Revenues for the first nine months were substantially reduced compared to the prior-year period, impacted negatively by lower prices and sales volumes. However, sales volumes for the period exceeded the company's expectations held at the beginning of the year, due to a stronger than anticipated recovery in activity. Eurasian noted that revenues for the third quarter benefited from both higher prices and volumes, compared with the second quarter.

Segment-wise, revenues from Ferroalloys division declined substantially for the nine months from the comparable period, reflecting lower sales volumes and realised prices and a higher proportion of spot sales. Average ferroalloy prices in the first nine months of 2009 decreased 56% from the prior year.

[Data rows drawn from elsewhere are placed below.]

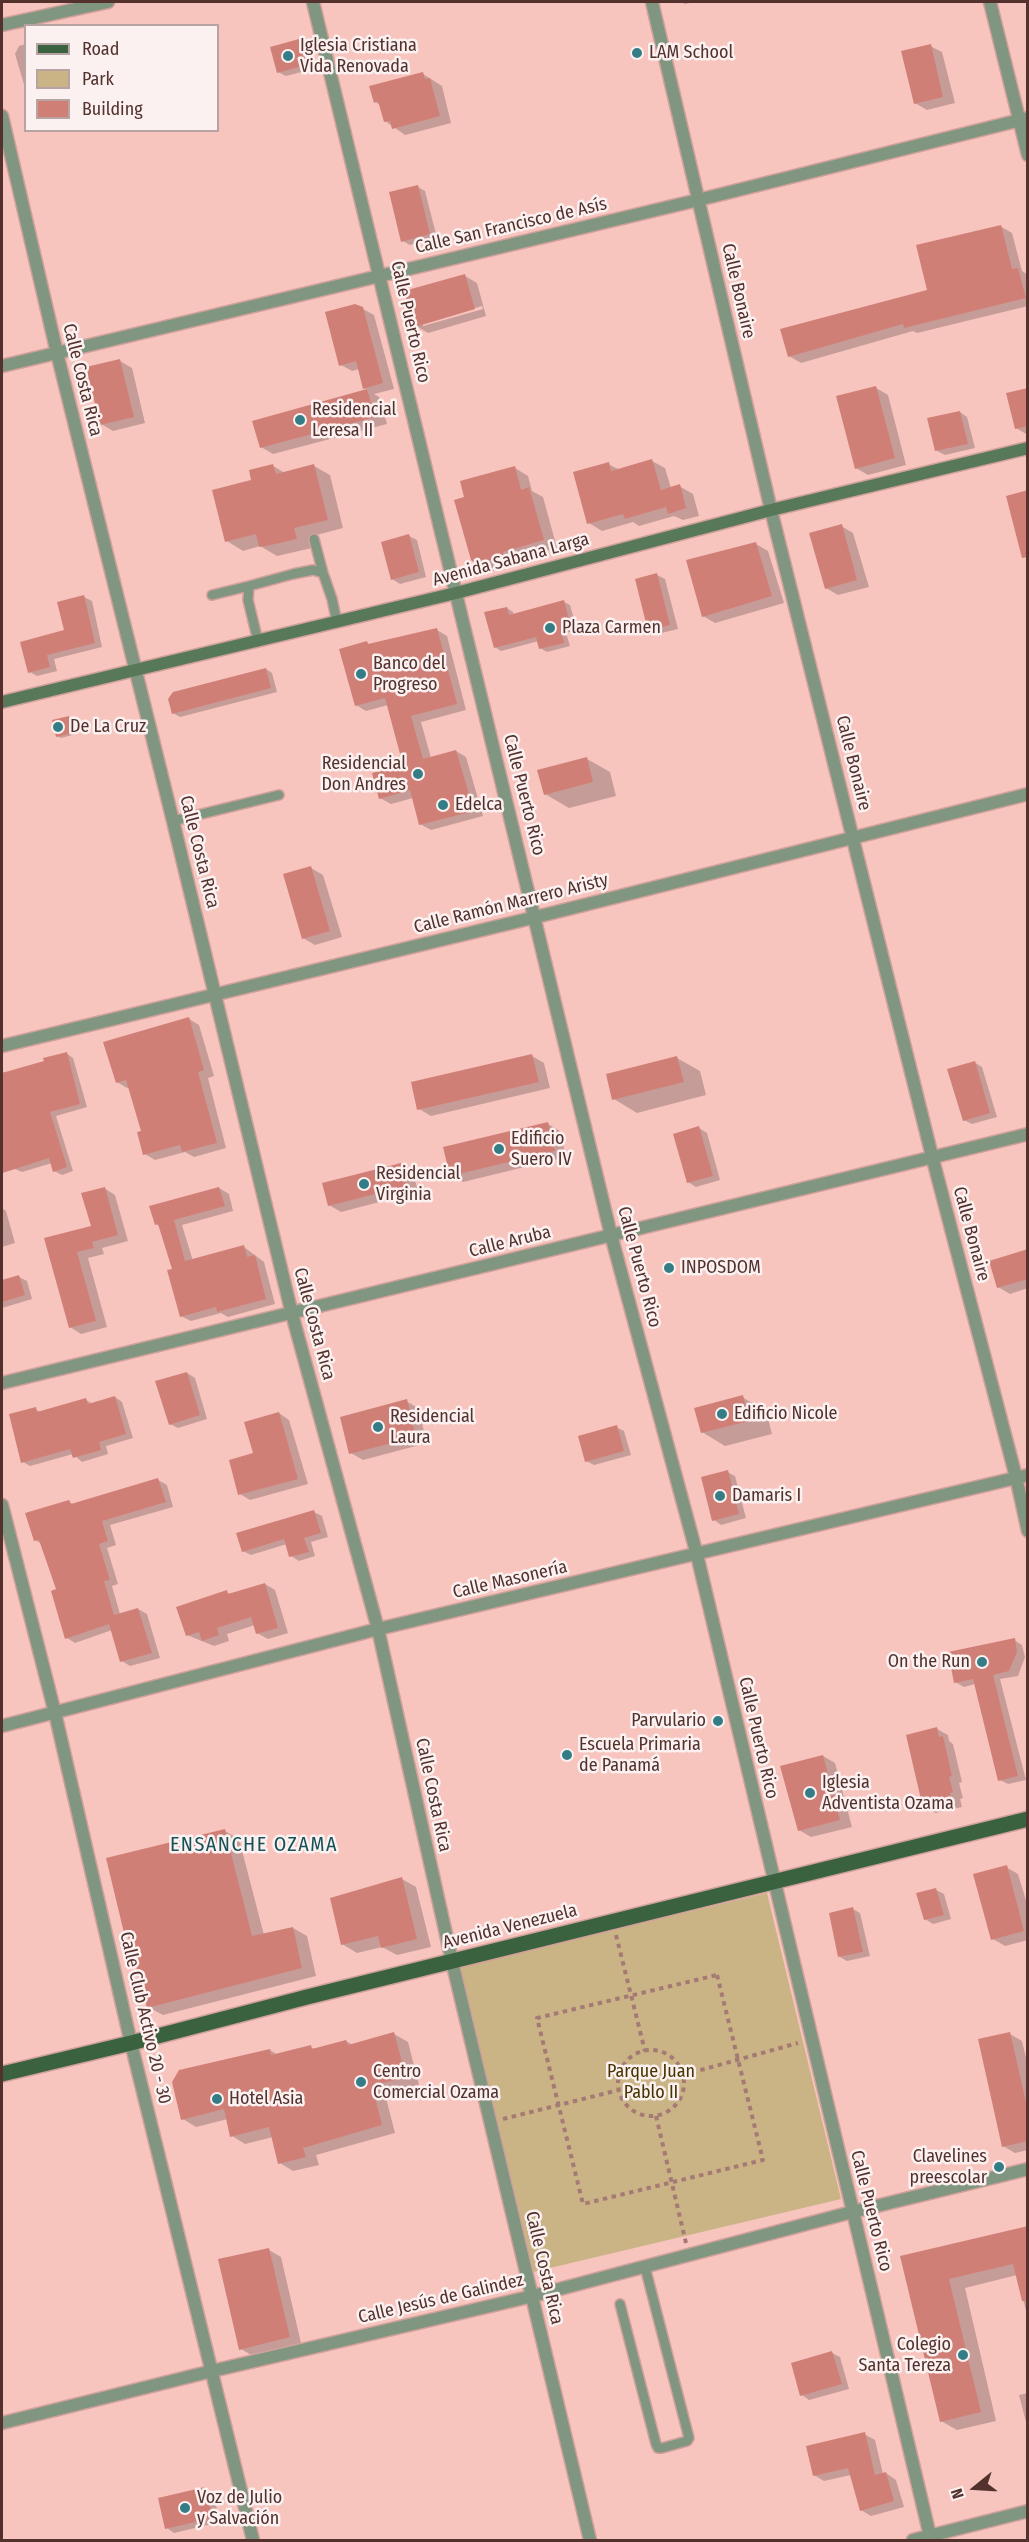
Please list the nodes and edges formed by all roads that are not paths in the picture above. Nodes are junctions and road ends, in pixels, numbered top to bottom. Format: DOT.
graph roads {
  1 [pos="108,2"];
  2 [pos="313,2"];
  3 [pos="652,2"];
  4 [pos="990,2"];
  5 [pos="2,25"];
  6 [pos="2,116"];
  7 [pos="1023,119"];
  8 [pos="1028,155"];
  9 [pos="698,200"];
  10 [pos="380,276"];
  11 [pos="57,353"];
  12 [pos="2,366"];
  13 [pos="1028,448"];
  14 [pos="771,510"];
  15 [pos="314,539"];
  16 [pos="323,573"];
  17 [pos="249,586"];
  18 [pos="456,594"];
  19 [pos="212,596"];
  20 [pos="337,622"];
  21 [pos="258,641"];
  22 [pos="136,671"];
  23 [pos="2,702"];
  24 [pos="1028,794"];
  25 [pos="279,795"];
  26 [pos="173,821"];
  27 [pos="853,837"];
  28 [pos="536,917"];
  29 [pos="215,994"];
  30 [pos="2,1046"];
  31 [pos="1028,1134"];
  32 [pos="932,1156"];
  33 [pos="611,1235"];
  34 [pos="292,1314"];
  35 [pos="2,1383"];
  36 [pos="1022,1476"];
  37 [pos="2,1504"];
  38 [pos="1028,1531"];
  39 [pos="697,1555"];
  40 [pos="378,1629"];
  41 [pos="56,1713"];
  42 [pos="2,1726"];
  43 [pos="1028,1819"];
  44 [pos="773,1884"];
  45 [pos="452,1961"];
  46 [pos="131,2043"];
  47 [pos="2,2074"];
  48 [pos="1028,2169"];
  49 [pos="852,2212"];
  50 [pos="645,2267"];
  51 [pos="533,2296"];
  52 [pos="620,2304"];
  53 [pos="212,2371"];
  54 [pos="2,2423"];
  55 [pos="1028,2511"];
  56 [pos="930,2539"];
  57 [pos="253,2541"];
  58 [pos="590,2541"];
  59 [pos="913,2541"];
  1 -- 5 [label="street"];
  2 -- 10 [label="street, Calle Puerto Rico"];
  3 -- 9 [label="street, Calle Bonaire"];
  4 -- 7 [label="street"];
  6 -- 11 [label="street, Calle Costa Rica"];
  7 -- 8 [label="street"];
  7 -- 9 [label="street, Calle San Francisco de Asís"];
  9 -- 10 [label="street, Calle San Francisco de Asís"];
  9 -- 14 [label="street, Calle Bonaire"];
  10 -- 11 [label="street, Calle San Francisco de Asís"];
  10 -- 18 [label="street, Calle Puerto Rico"];
  11 -- 12 [label="street, Calle San Francisco de Asís"];
  11 -- 22 [label="street, Calle Costa Rica"];
  13 -- 14 [label="main road, Avenida Sabana Larga"];
  14 -- 18 [label="main road, Avenida Sabana Larga"];
  14 -- 27 [label="street, Calle Bonaire"];
  15 -- 16 [label="lane"];
  16 -- 17 [label="lane"];
  16 -- 20 [label="lane"];
  17 -- 19 [label="lane"];
  17 -- 21 [label="lane"];
  18 -- 20 [label="main road, Avenida Sabana Larga"];
  18 -- 28 [label="street, Calle Puerto Rico"];
  20 -- 21 [label="main road, Avenida Sabana Larga"];
  21 -- 22 [label="main road, Avenida Sabana Larga"];
  22 -- 23 [label="main road, Avenida Sabana Larga"];
  22 -- 26 [label="street, Calle Costa Rica"];
  24 -- 27 [label="street, Calle Ramón Marrero Aristy"];
  25 -- 26 [label="lane"];
  26 -- 29 [label="street, Calle Costa Rica"];
  27 -- 28 [label="street, Calle Ramón Marrero Aristy"];
  27 -- 32 [label="street, Calle Bonaire"];
  28 -- 29 [label="street, Calle Ramón Marrero Aristy"];
  28 -- 33 [label="street, Calle Puerto Rico"];
  29 -- 30 [label="street, Calle Ramón Marrero Aristy"];
  29 -- 34 [label="street, Calle Costa Rica"];
  31 -- 32 [label="street, Calle Aruba"];
  32 -- 33 [label="street, Calle Aruba"];
  32 -- 36 [label="street, Calle Bonaire"];
  33 -- 34 [label="street, Calle Aruba"];
  33 -- 39 [label="street, Calle Puerto Rico"];
  34 -- 35 [label="street, Calle Aruba"];
  34 -- 40 [label="street, Calle Costa Rica"];
  36 -- 38 [label="street, Calle Bonaire"];
  36 -- 39 [label="street, Calle Masonería"];
  37 -- 41 [label="street, Calle Club Activo 20 - 30"];
  39 -- 40 [label="street, Calle Masonería"];
  39 -- 44 [label="street, Calle Puerto Rico"];
  40 -- 41 [label="street, Calle Masonería"];
  40 -- 45 [label="street, Calle Costa Rica"];
  41 -- 42 [label="street, Calle Masonería"];
  41 -- 46 [label="street, Calle Club Activo 20 - 30"];
  43 -- 44 [label="main road, Avenida Venezuela"];
  44 -- 45 [label="main road, Avenida Venezuela"];
  44 -- 49 [label="street, Calle Puerto Rico"];
  45 -- 46 [label="main road, Avenida Venezuela"];
  45 -- 51 [label="street, Calle Costa Rica"];
  46 -- 47 [label="main road, Avenida Venezuela"];
  46 -- 53 [label="street, Calle Club Activo 20 - 30"];
  48 -- 49 [label="street, Calle Jesús de Galindez"];
  49 -- 50 [label="street, Calle Jesús de Galindez"];
  49 -- 56 [label="street, Calle Puerto Rico"];
  50 -- 51 [label="street, Calle Jesús de Galindez"];
  50 -- 52 [label="lane"];
  51 -- 53 [label="street, Calle Jesús de Galindez"];
  51 -- 58 [label="street, Calle Costa Rica"];
  53 -- 54 [label="street, Calle Jesús de Galindez"];
  53 -- 57 [label="street, Calle Club Activo 20 - 30"];
  55 -- 56 [label="street"];
  56 -- 59 [label="street"];
}
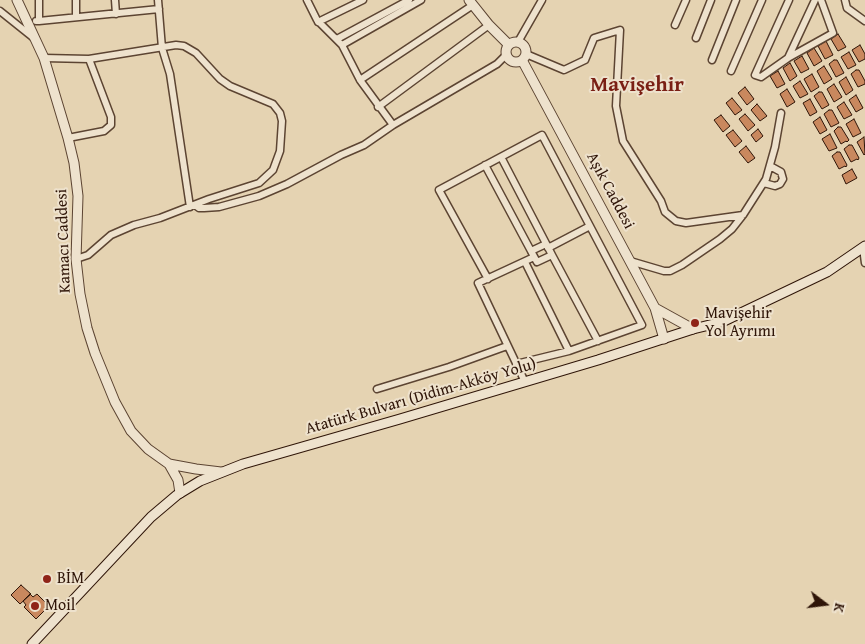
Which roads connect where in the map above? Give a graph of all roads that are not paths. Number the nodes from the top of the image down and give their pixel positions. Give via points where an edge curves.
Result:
1 (17, 0) edge
2 (39, 0) edge
3 (76, 0) edge
4 (115, 0) edge
5 (158, 0) edge
6 (307, 0) edge
7 (363, 0) edge
8 (409, 0) edge
9 (421, 0) edge
10 (542, 0) edge
11 (686, 0) edge
12 (711, 0) edge
13 (736, 0) edge
14 (762, 0) edge
15 (789, 0) edge
16 (815, 0) edge
17 (821, 0) edge
18 (845, 0) edge
19 (471, 3) edge
20 (159, 9) junction
21 (0, 11) edge
22 (116, 14) junction
23 (76, 17) junction
24 (38, 21) junction
25 (28, 22) junction
26 (318, 22) junction
27 (865, 22) edge
28 (489, 25) junction
29 (675, 25) dead end
30 (696, 38) dead end
31 (337, 39) junction
32 (38, 42) junction
33 (342, 45) junction
34 (511, 47) junction
35 (162, 48) junction
36 (524, 57) junction
37 (44, 58) junction
38 (788, 58) junction
39 (89, 59) junction
40 (712, 60) dead end
41 (731, 72) dead end
42 (360, 80) junction
43 (378, 107) junction
44 (781, 114) dead end
45 (393, 125) junction
46 (68, 138) junction
47 (501, 157) junction
48 (485, 165) junction
49 (770, 166) junction
50 (764, 183) junction
51 (192, 206) junction
52 (743, 215) junction
53 (590, 226) junction
54 (547, 246) junction
55 (864, 247) edge
56 (532, 254) junction
57 (552, 256) junction
58 (76, 259) junction
59 (630, 261) junction
60 (525, 262) junction
61 (865, 263) edge
62 (488, 278) junction
63 (655, 308) junction
64 (694, 329) junction
65 (664, 339) junction
66 (598, 341) junction
67 (508, 346) junction
68 (568, 351) junction
69 (516, 364) junction
70 (525, 382) junction
71 (377, 389) dead end
72 (169, 464) junction
73 (221, 472) junction
74 (180, 493) junction
75 (32, 644) edge

1 - 25 street, Kamacı Caddesi
2 - 24 street
3 - 23 street
4 - 22 street
5 - 20 street
6 - 26 street
7 - 26 street
8 - 31 street
9 - 33 street
10 - 34 street
11 - 29 street
12 - 30 street
13 - 40 street
14 - 41 street
15 - 38 street via 755,75 761,77
16 - 38 street
17 - 38 street via 833,33
18 - 27 street via 847,8
19 - 28 street, Aşık Caddesi
19 - 42 street
20 - 22 street
20 - 35 street
21 - 32 street
22 - 23 street
23 - 24 street
24 - 25 street
25 - 32 street, Kamacı Caddesi
26 - 31 street
28 - 34 street, Aşık Caddesi
28 - 43 street
31 - 33 street
32 - 37 street, Kamacı Caddesi
33 - 42 street
34 - 36 street, Aşık Caddesi via 525,47
34 - 36 street, Aşık Caddesi via 513,61
34 - 45 street via 497,64
35 - 39 street
35 - 51 street via 170,74
35 - 51 street via 180,45 192,50 225,83 273,104 282,121 280,151 273,170 264,179 253,186
36 - 52 street via 564,70 585,60 594,38 620,30 616,106 623,141 665,212 676,221 686,223
36 - 59 street, Aşık Caddesi
37 - 39 street
37 - 46 street, Kamacı Caddesi
39 - 46 street via 111,117 111,126 104,131
42 - 43 street
43 - 45 street
44 - 49 street
45 - 51 street via 364,145 259,196 219,207
46 - 58 street, Kamacı Caddesi via 78,196
47 - 48 street
47 - 53 street via 542,135
47 - 54 street
48 - 56 street
48 - 62 street via 438,190
49 - 50 street
49 - 50 street via 781,172 783,179 774,186
50 - 52 street
51 - 58 street via 111,235 88,255
52 - 59 street via 720,239 670,271
53 - 54 street
53 - 66 street via 642,325
54 - 56 street
54 - 57 street
55 - 61 street
55 - 64 street, Atatürk Bulvarı (Didim-Akköy Yolu) via 827,272 792,289 722,322
56 - 57 street via 536,262
56 - 60 street
57 - 66 street
58 - 72 street, Kamacı Caddesi via 87,328 115,402 131,431
59 - 63 street, Aşık Caddesi
60 - 62 street
60 - 68 street
62 - 67 street via 478,283
63 - 64 street
63 - 65 street, Aşık Caddesi
64 - 65 street, Atatürk Bulvarı (Didim-Akköy Yolu)
65 - 70 street, Atatürk Bulvarı (Didim-Akköy Yolu)
66 - 68 street
67 - 69 street
67 - 71 street
68 - 69 street
69 - 70 street
70 - 73 street, Atatürk Bulvarı (Didim-Akköy Yolu)
72 - 73 street, Kamacı Caddesi
72 - 74 street via 178,480
73 - 74 street, Atatürk Bulvarı (Didim-Akköy Yolu)
74 - 75 street, Atatürk Bulvarı (Didim-Akköy Yolu) via 151,516

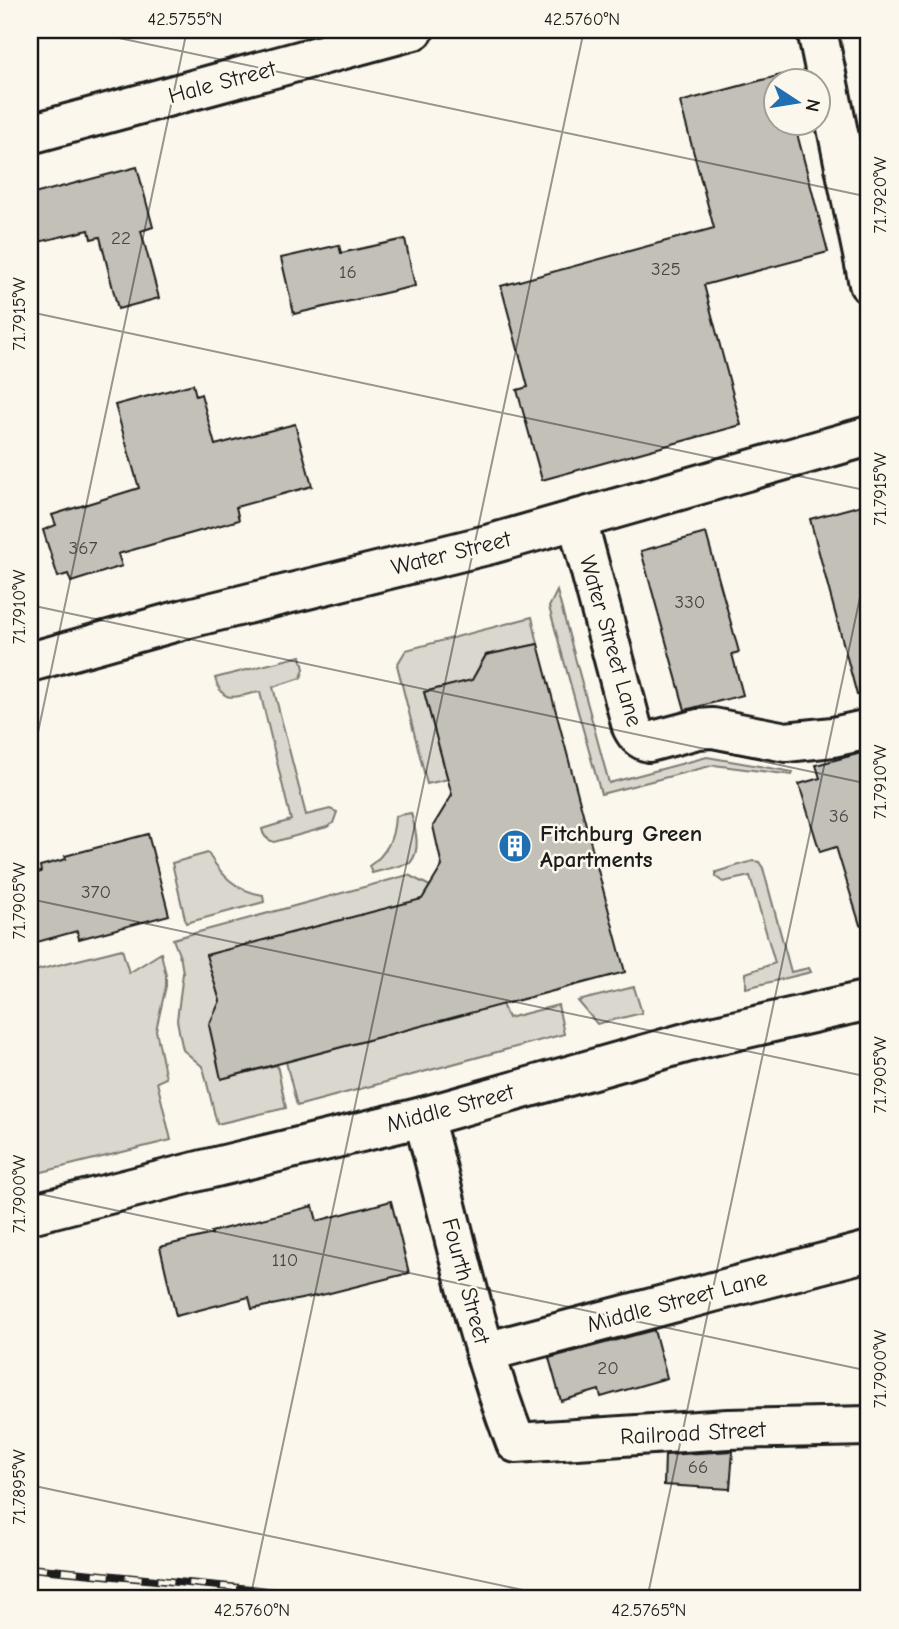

Production for the period was much lower than in the comparable period, reflecting production cutbacks announced in the fourth quarter last year. Eurasian, however said production from Ferroalloys Division increased progressively and is in line with the company's guidance.

In the Iron Ore division, revenues from iron ore concentrate sales saw a significant decline, although pellet revenues dropped, reflecting lower demand for the higher-priced product. Production for the nine months was substantially below that of the comparable period, reflecting production cutbacks of 50% announced in the fourth quarter last year, although sales volumes were better than initially expected.

In the Alumina and Aluminium division, revenues for the period dropped substantially, due to a 45% decline in the London Metal Exchange average price for aluminium compared with last year. Alumina production volumes for the nine months were steady on the comparable period, and with an increase in the proportion feeding the division's own aluminium production.

Energy division third-party revenue for the nine-month period showed a moderate decline compared to the previous year. In the Logistics division, third-party revenue was adversely affected by lower volumes of shipments and railway line repairs.

On September 18, Eurasian announced a recommended £584 million cash offer for Central African Mining & Exploration Company Plc, and on November 10, Eurasian informed that it had reduced the minimum acceptance condition as set out in the offer document to 85% from 90%, and declared the offer unconditional in all respects.

Looking ahead, for the full year, Eurasian said it anticipates businesses in Kazakhstan and Tuoli for the second half to run at about capacity, in line with guidance given at the half-year results. For the full year, capital expenditure expected to total US$1.2 billion.

Additionally, the company said group production volumes for full year 2010 are planned to be close to those of 2008, with additional volume from Tuoli, the aluminium smelter rising towards its full increased capacity and with a modest first-time copper/cobalt contribution from Central African Mining & Exploration Company.

ENRC is currently trading at 899.00 pence per share, down 2.55%, on the London Stock Exchange.